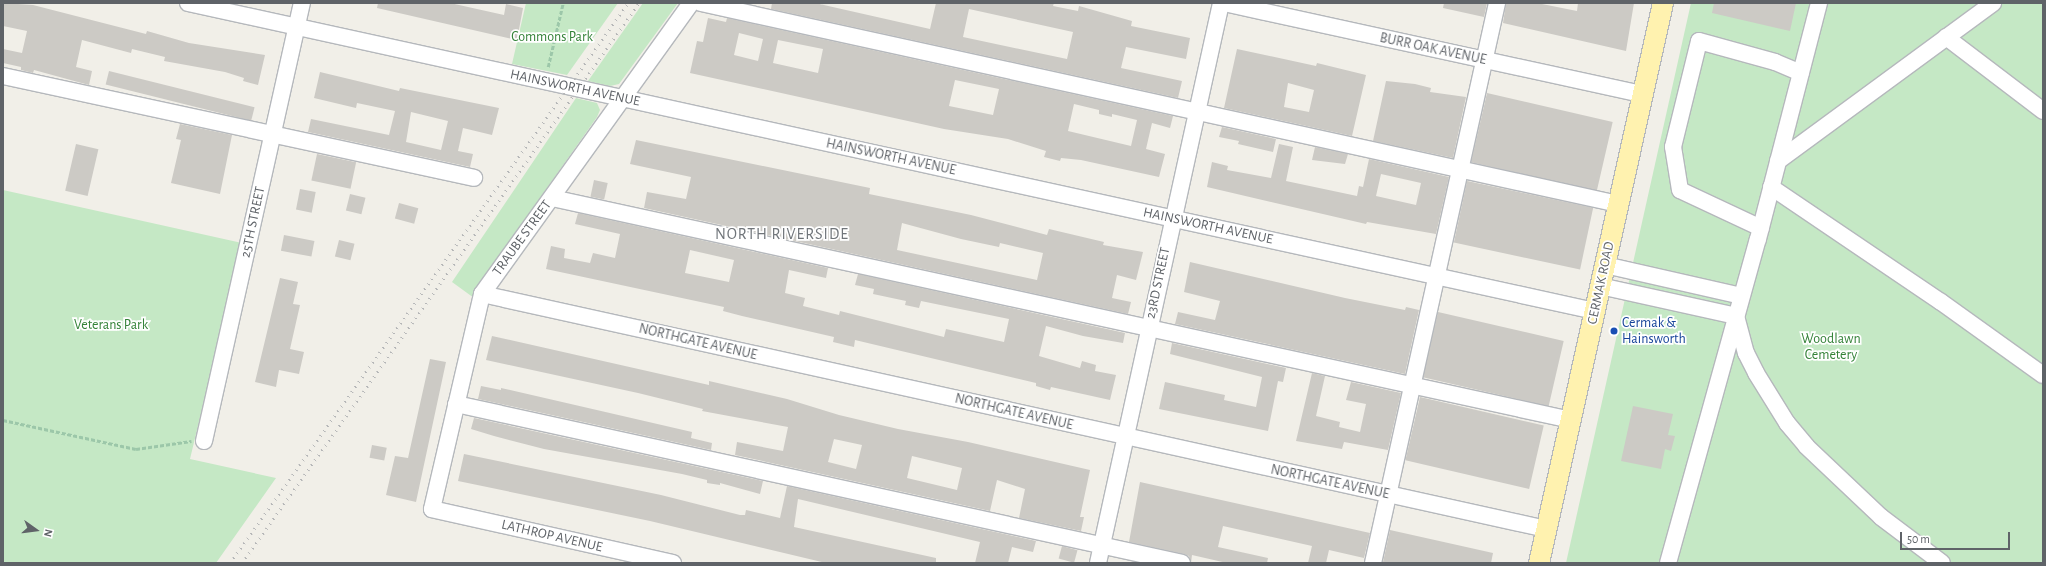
<!DOCTYPE html>
<style>
body{margin:0}
#map{position:relative;width:2046px;height:566px;overflow:hidden;background:#f1efe8;font-family:"Alegreya Sans",sans-serif}
div>[style]{position:absolute}
[style*='--x']{left:calc(var(--x)*1px);top:calc(var(--y)*1px);width:calc(var(--w)*1px);rotate:calc(var(--a)*1deg)}
.green>*{inset:0;background:#c5e8c5}
.building>*{inset:0;background:#cccac5;transform-origin:0 0}
.path>*{height:2.5px;margin-top:-1.25px;transform-origin:0;background:repeating-linear-gradient(90deg,#9cc7a9 0 4px,transparent 0 6px)}
.roads{filter:drop-shadow(1px 0 #b5b8bc) drop-shadow(-1px 0 #b5b8bc) drop-shadow(0 1px #b5b8bc) drop-shadow(0 -1px #b5b8bc)}
.minor>*{height:16px;margin:-8px;padding:0 8px;transform-origin:8px;border-radius:8px;background:#fff}
.major>*{height:20px;margin:-10px;padding:0 10px;transform-origin:10px;border-radius:10px;background:#fff2af}
.rail>*{height:3px;margin-top:-1.5px;transform-origin:0;background:repeating-linear-gradient(90deg,#b6b7b8 0 1px,transparent 0 6px)}
.dots>*{width:11px;height:11px;translate:-50% -50%;box-sizing:border-box;border:2px solid #fff;border-radius:50%}
span{translate:-50% -50%;white-space:nowrap;text-align:center;line-height:1.15;-webkit-text-stroke:3.5px #fff;paint-order:stroke}
.park-label{font-size:14px;color:#348238}
.street-label{font-size:14px;color:#5f6368}
.transit-label{font-size:14px;color:#164399}
.left{translate:0 -50%;text-align:left}
.quarter-label{font-size:16px;color:#70757a;letter-spacing:1px}
.frame{position:absolute;inset:0;border:4px solid #5f6368;pointer-events:none}
.north{position:absolute;left:16px;top:510px;width:40px;height:40px;-webkit-text-stroke:3px #fff;paint-order:stroke;rotate:104deg;font-size:11px;font-weight:700;line-height:16px;text-align:center;color:#5f6368}
.north::after{content:'';display:block;margin:auto;width:14px;height:18px;background:#5f6368;clip-path:polygon(50% 0,100% 100%,50% 72%,0 100%)}
.scale{position:absolute;left:1900px;top:532px;width:110px;height:18px;box-sizing:border-box;border:2px solid #5f6368;border-top:0;padding-left:5px;font-size:12px;line-height:14px;white-space:nowrap;color:#5f6368;-webkit-text-stroke:3px #fff;paint-order:stroke}
</style>
<div id="map">
<div class="green">
<i style="clip-path:polygon(526px 3px,618px 3px,567px 75px,512px 64px)"></i>
<i style="clip-path:polygon(643px 3px,678px 3px,619px 84px,610px 86px,588px 81px)"></i>
<i style="clip-path:polygon(1691px 3px,2043px 3px,2043px 563px,1566px 563px)"></i>
<i style="clip-path:polygon(576px 98px,597px 103px,600px 110px,597px 117px,475px 290px,474px 298px,452px 282px)"></i>
<i style="clip-path:polygon(3px 190px,242px 243px,190px 459px,276px 478px,216px 563px,3px 563px)"></i>
</div>
<div class="building">
<i style="clip-path:polygon(3px 3px,33px 5px,146px 34px,147px 31px,189px 43px,265px 55px,258px 85px,243px 81px,244px 78px,225px 72px,164px 61px,165px 57px,132px 49px,131px 53px,82px 40px,76px 67px,92px 71px,89px 85px,34px 70px,33px 73px,21px 70px,21px 67px,3px 63px,3px 49px,22px 53px,27px 31px,3px 26px)"></i>
<i style="clip-path:polygon(378px 3px,450px 3px,504px 15px,506px 4px,523px 8px,517px 40px,377px 8px)"></i>
<i style="clip-path:polygon(evenodd,772px 3px,815px 3px,930px 29px,936px 3px,1054px 3px,1053px 6px,1078px 11px,1079px 6px,1132px 21px,1131px 26px,1190px 38px,1186px 59px,1126px 47px,1121px 68px,1182px 81px,1178px 98px,771px 9px,772px 3px,969px 9px,1073px 32px,1067px 59px,963px 37px,969px 9px)"></i>
<i style="clip-path:polygon(1444px 3px,1487px 3px,1484px 17px,1443px 8px)"></i>
<i style="clip-path:polygon(1506px 3px,1537px 3px,1577px 11px,1578px 3px,1634px 3px,1626px 51px,1503px 23px)"></i>
<i style="clip-path:polygon(1714px 3px,1796px 3px,1790px 31px,1712px 13px)"></i>
<i style="clip-path:polygon(evenodd,708px 18px,726px 22px,727px 18px,1173px 116px,1170px 128px,1152px 123px,1146px 149px,1165px 154px,1159px 177px,1081px 160px,1061px 158px,1060px 161px,1044px 157px,1046px 151px,1008px 139px,944px 129px,690px 73px,697px 41px,703px 42px,708px 18px,739px 33px,763px 39px,758px 61px,734px 55px,739px 33px,708px 18px,778px 40px,823px 49px,818px 73px,773px 63px,778px 40px,708px 18px,955px 80px,999px 89px,993px 115px,949px 106px,955px 80px,708px 18px,1074px 104px,1099px 110px,1099px 114px,1112px 117px,1112px 114px,1137px 120px,1131px 146px,1068px 131px,1074px 104px)"></i>
<i style="clip-path:polygon(evenodd,1237px 49px,1316px 66px,1317px 63px,1366px 75px,1352px 136px,1224px 108px,1237px 49px,1288px 83px,1314px 90px,1309px 112px,1284px 107px,1288px 83px)"></i>
<i style="left:109px;top:71px;width:150px;height:14px;rotate:14deg"></i>
<i style="clip-path:polygon(evenodd,320px 72px,399px 91px,400px 88px,499px 108px,492px 135px,463px 128px,458px 151px,473px 154px,470px 167px,308px 132px,311px 119px,389px 135px,395px 111px,357px 103px,356px 108px,314px 98px,320px 72px,411px 112px,448px 121px,441px 150px,406px 142px,411px 112px)"></i>
<i style="clip-path:polygon(1386px 81px,1415px 84px,1431px 88px,1430px 92px,1466px 97px,1453px 158px,1373px 141px)"></i>
<i style="left:1487px;top:93px;width:129px;height:71px;rotate:13deg"></i>
<i style="clip-path:polygon(180px 124px,232px 135px,220px 194px,171px 183px,181px 140px,176px 139px)"></i>
<i style="clip-path:polygon(1222px 127px,1276px 139px,1273px 152px,1238px 144px,1239px 141px,1219px 137px)"></i>
<i style="clip-path:polygon(evenodd,636px 140px,870px 188px,869px 194px,971px 215px,1047px 235px,1049px 229px,1104px 242px,1103px 245px,1143px 252px,1136px 280px,1117px 275px,1112px 298px,1131px 302px,1128px 314px,644px 208px,647px 192px,686px 199px,691px 177px,630px 164px,636px 140px,902px 223px,961px 239px,999px 247px,1000px 243px,1043px 253px,1037px 280px,897px 250px,902px 223px)"></i>
<i style="left:76px;top:144px;width:23px;height:48px;rotate:13deg"></i>
<i style="clip-path:polygon(evenodd,1279px 144px,1293px 147px,1286px 181px,1357px 196px,1359px 186px,1363px 187px,1369px 159px,1449px 177px,1436px 234px,1367px 222px,1366px 224px,1207px 187px,1212px 162px,1228px 166px,1227px 170px,1271px 178px,1279px 144px,1381px 174px,1421px 183px,1416px 205px,1376px 196px,1381px 174px)"></i>
<i style="clip-path:polygon(1315px 147px,1348px 154px,1345px 164px,1312px 160px)"></i>
<i style="left:317px;top:154px;width:40px;height:27px;rotate:12deg"></i>
<i style="left:594px;top:180px;width:14px;height:17px;rotate:12deg"></i>
<i style="left:1467px;top:181px;width:129px;height:63px;rotate:12deg"></i>
<i style="left:300px;top:189px;width:16px;height:21px;rotate:11deg"></i>
<i style="left:350px;top:194px;width:16px;height:17px;rotate:14deg"></i>
<i style="left:399px;top:203px;width:20px;height:16px;rotate:15deg"></i>
<i style="clip-path:polygon(evenodd,578px 213px,828px 268px,826px 278px,789px 270px,785px 293px,805px 298px,803px 306px,839px 315px,840px 311px,944px 337px,946px 329px,1004px 342px,1009px 319px,921px 301px,919px 308px,905px 305px,906px 301px,873px 294px,874px 289px,855px 285px,858px 274px,1125px 333px,1123px 343px,1083px 336px,1046px 326px,1039px 356px,1080px 368px,1082px 361px,1096px 365px,1095px 371px,1116px 375px,1110px 400px,1051px 387px,1050px 390px,1036px 386px,1036px 383px,855px 340px,854px 347px,833px 342px,834px 337px,742px 316px,723px 311px,724px 307px,546px 269px,551px 246px,565px 249px,564px 258px,590px 263px,593px 253px,615px 258px,620px 234px,575px 224px,578px 213px,690px 250px,734px 260px,729px 282px,685px 273px,690px 250px)"></i>
<i style="left:284px;top:235px;width:31px;height:16px;rotate:11deg"></i>
<i style="left:339px;top:240px;width:16px;height:17px;rotate:14deg"></i>
<i style="clip-path:polygon(1190px 262px,1345px 298px,1405px 310px,1406px 307px,1419px 310px,1405px 374px,1175px 324px,1178px 312px,1215px 320px,1220px 301px,1184px 292px)"></i>
<i style="clip-path:polygon(280px 278px,298px 282px,293px 304px,300px 305px,290px 349px,304px 352px,299px 374px,279px 370px,276px 387px,255px 382px)"></i>
<i style="left:1438px;top:312px;width:129px;height:67px;rotate:13deg"></i>
<i style="clip-path:polygon(evenodd,492px 336px,709px 385px,709px 381px,787px 399px,839px 415px,898px 429px,968px 442px,1090px 470px,1080px 517px,1084px 517px,1081px 531px,1019px 518px,1025px 489px,997px 480px,990px 511px,735px 455px,737px 442px,783px 451px,788px 427px,702px 411px,703px 409px,638px 393px,486px 360px,492px 336px,834px 439px,862px 445px,856px 469px,828px 462px,834px 439px,492px 336px,912px 456px,962px 468px,957px 490px,907px 478px,912px 456px)"></i>
<i style="clip-path:polygon(1172px 343px,1286px 368px,1283px 382px,1278px 381px,1268px 431px,1159px 409px,1165px 382px,1225px 395px,1224px 400px,1256px 407px,1262px 377px,1170px 354px)"></i>
<i style="clip-path:polygon(430px 359px,446px 362px,416px 502px,386px 495px,395px 456px,408px 458px)"></i>
<i style="clip-path:polygon(1312px 373px,1325px 376px,1316px 416px,1340px 422px,1339px 427px,1360px 432px,1366px 404px,1346px 400px,1351px 382px,1401px 393px,1388px 450px,1344px 442px,1342px 449px,1296px 441px)"></i>
<i style="clip-path:polygon(481px 386px,501px 390px,501px 388px,692px 432px,691px 438px,712px 443px,711px 450px,478px 399px)"></i>
<i style="left:1420px;top:397px;width:127px;height:65px;rotate:13deg"></i>
<i style="clip-path:polygon(1633px 406px,1673px 414px,1668px 435px,1675px 436px,1671px 451px,1665px 449px,1661px 469px,1621px 461px)"></i>
<i style="clip-path:polygon(474px 418px,763px 481px,760px 494px,720px 483px,720px 485px,707px 483px,707px 480px,682px 474px,544px 449px,494px 436px,471px 429px)"></i>
<i style="left:372px;top:445px;width:15px;height:13px;rotate:11deg"></i>
<i style="clip-path:polygon(464px 454px,661px 495px,740px 515px,745px 515px,746px 510px,780px 518px,787px 486px,1036px 541px,1033px 552px,1012px 547px,1008px 563px,975px 563px,980px 542px,798px 499px,794px 527px,936px 558px,936px 563px,826px 563px,650px 521px,458px 481px)"></i>
<i style="clip-path:polygon(1140px 482px,1370px 533px,1364px 558px,1329px 550px,1326px 563px,1308px 563px,1312px 546px,1223px 526px,1218px 547px,1268px 558px,1267px 563px,1227px 563px,1192px 555px,1191px 563px,1189px 556px,1184px 554px,1129px 542px)"></i>
<i style="clip-path:polygon(1390px 530px,1493px 553px,1491px 563px,1383px 562px)"></i>
<i style="left:1062px;top:546px;width:16px;height:13px;rotate:15deg"></i>
</div>
<div class="path">
<i style="--x:548;--y:67;--w:66;--a:-76.8"></i>
<i style="--x:3;--y:420;--w:136;--a:12.3"></i>
<i style="--x:136;--y:449;--w:56;--a:-8.3"></i>
</div>
<div class="roads">
<div class="minor">
<i style="--x:188;--y:3;--w:1440;--a:12.35"></i>
<i style="--x:701;--y:3;--w:939;--a:12.36"></i>
<i style="--x:1224;--y:3;--w:429;--a:12.3"></i>
<i style="--x:1946;--y:37;--w:122;--a:37.3"></i>
<i style="--x:3;--y:76;--w:482;--a:12.2"></i>
<i style="--x:1778;--y:161;--w:267;--a:-36.3"></i>
<i style="--x:1771;--y:187;--w:205;--a:34.1"></i>
<i style="--x:1941;--y:302;--w:125;--a:35.6"></i>
<i style="--x:552;--y:198;--w:1043;--a:12.29"></i>
<i style="--x:1761;--y:228;--w:89;--a:-154.9"></i>
<i style="--x:1680;--y:190;--w:44;--a:-99.2"></i>
<i style="--x:1673;--y:147;--w:109;--a:-76.2"></i>
<i style="--x:1699;--y:41;--w:79;--a:15.4"></i>
<i style="--x:1775;--y:62;--w:28;--a:23"></i>
<i style="--x:1605;--y:265;--w:139;--a:12.8"></i>
<i style="--x:1600;--y:286;--w:139;--a:12.4"></i>
<i style="--x:1736;--y:316;--w:38;--a:75"></i>
<i style="--x:1746;--y:353;--w:22;--a:63"></i>
<i style="--x:1756;--y:373;--w:59;--a:58.2"></i>
<i style="--x:1787;--y:423;--w:30;--a:50"></i>
<i style="--x:1806;--y:446;--w:103;--a:43.4"></i>
<i style="--x:1881;--y:517;--w:76;--a:37"></i>
<i style="--x:482;--y:294;--w:1090;--a:12.45"></i>
<i style="--x:456;--y:404;--w:743;--a:12.35"></i>
<i style="--x:204;--y:441;--w:449;--a:-77.4"></i>
<i style="--x:673;--y:563;--w:247;--a:-167.4"></i>
<i style="--x:432;--y:509;--w:221;--a:-76.9"></i>
<i style="--x:482;--y:294;--w:358;--a:-54.3"></i>
<i style="--x:1098;--y:563;--w:573;--a:-77.61"></i>
<i style="--x:1373;--y:563;--w:574;--a:-77.51"></i>
<i style="--x:1668;--y:563;--w:336;--a:-74.5"></i>
<i style="--x:1758;--y:239;--w:244;--a:-75.5"></i>
</div>
<div class="major">
<i style="--x:1539;--y:563;--w:574;--a:-77.51"></i>
</div>
</div>
<div class="rail">
<i style="--x:230;--y:563;--w:687;--a:-54.6"></i>
<i style="--x:242;--y:563;--w:686;--a:-54.67"></i>
</div>
<div class="dots">
<i style="left:1614px;top:331px;background:#1a4fb4"></i>
</div>
<div class="park-label">
<span style="left:552px;top:37px">Commons Park</span>
<span style="left:111px;top:325px">Veterans Park</span>
<span style="left:1831px;top:347px">Woodlawn<br>Cemetery</span>
</div>
<div class="street-label">
<span style="left:1433px;top:49px;rotate:12deg">BURR OAK AVENUE</span>
<span style="left:575px;top:88px;rotate:12deg">HAINSWORTH AVENUE</span>
<span style="left:891px;top:157px;rotate:12deg">HAINSWORTH AVENUE</span>
<span style="left:253px;top:222px;rotate:-78deg">25TH STREET</span>
<span style="left:1208px;top:226px;rotate:12deg">HAINSWORTH AVENUE</span>
<span style="left:522px;top:238px;rotate:-54deg">TRAUBE STREET</span>
<span style="left:1158px;top:283px;rotate:-78deg">23RD STREET</span>
<span style="left:1601px;top:283px;rotate:-78deg">CERMAK ROAD</span>
<span style="left:698px;top:342px;rotate:13deg">NORTHGATE AVENUE</span>
<span style="left:1014px;top:412px;rotate:13deg">NORTHGATE AVENUE</span>
<span style="left:1330px;top:482px;rotate:12deg">NORTHGATE AVENUE</span>
<span style="left:552px;top:536px;rotate:13deg">LATHROP AVENUE</span>
</div>
<div class="transit-label">
<span class="left" style="left:1622px;top:331px">Cermak &amp;<br>Hainsworth</span>
</div>
<div class="quarter-label">
<span style="left:782px;top:234px">NORTH RIVERSIDE</span>
</div>
<div class="frame"></div>
<div class="north">N</div>
<div class="scale">50 m</div>
</div>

_Problem to work on_
Please reproduce, exactly as they appear above, the lines from the line containing "3px,815px 3px,930px 29px,936px" up to and including the line containing "127px,1276px 139px,1273px 152px,1238px".

_Solution for this exercise_
<i style="clip-path:polygon(evenodd,772px 3px,815px 3px,930px 29px,936px 3px,1054px 3px,1053px 6px,1078px 11px,1079px 6px,1132px 21px,1131px 26px,1190px 38px,1186px 59px,1126px 47px,1121px 68px,1182px 81px,1178px 98px,771px 9px,772px 3px,969px 9px,1073px 32px,1067px 59px,963px 37px,969px 9px)"></i>
<i style="clip-path:polygon(1444px 3px,1487px 3px,1484px 17px,1443px 8px)"></i>
<i style="clip-path:polygon(1506px 3px,1537px 3px,1577px 11px,1578px 3px,1634px 3px,1626px 51px,1503px 23px)"></i>
<i style="clip-path:polygon(1714px 3px,1796px 3px,1790px 31px,1712px 13px)"></i>
<i style="clip-path:polygon(evenodd,708px 18px,726px 22px,727px 18px,1173px 116px,1170px 128px,1152px 123px,1146px 149px,1165px 154px,1159px 177px,1081px 160px,1061px 158px,1060px 161px,1044px 157px,1046px 151px,1008px 139px,944px 129px,690px 73px,697px 41px,703px 42px,708px 18px,739px 33px,763px 39px,758px 61px,734px 55px,739px 33px,708px 18px,778px 40px,823px 49px,818px 73px,773px 63px,778px 40px,708px 18px,955px 80px,999px 89px,993px 115px,949px 106px,955px 80px,708px 18px,1074px 104px,1099px 110px,1099px 114px,1112px 117px,1112px 114px,1137px 120px,1131px 146px,1068px 131px,1074px 104px)"></i>
<i style="clip-path:polygon(evenodd,1237px 49px,1316px 66px,1317px 63px,1366px 75px,1352px 136px,1224px 108px,1237px 49px,1288px 83px,1314px 90px,1309px 112px,1284px 107px,1288px 83px)"></i>
<i style="left:109px;top:71px;width:150px;height:14px;rotate:14deg"></i>
<i style="clip-path:polygon(evenodd,320px 72px,399px 91px,400px 88px,499px 108px,492px 135px,463px 128px,458px 151px,473px 154px,470px 167px,308px 132px,311px 119px,389px 135px,395px 111px,357px 103px,356px 108px,314px 98px,320px 72px,411px 112px,448px 121px,441px 150px,406px 142px,411px 112px)"></i>
<i style="clip-path:polygon(1386px 81px,1415px 84px,1431px 88px,1430px 92px,1466px 97px,1453px 158px,1373px 141px)"></i>
<i style="left:1487px;top:93px;width:129px;height:71px;rotate:13deg"></i>
<i style="clip-path:polygon(180px 124px,232px 135px,220px 194px,171px 183px,181px 140px,176px 139px)"></i>
<i style="clip-path:polygon(1222px 127px,1276px 139px,1273px 152px,1238px 144px,1239px 141px,1219px 137px)"></i>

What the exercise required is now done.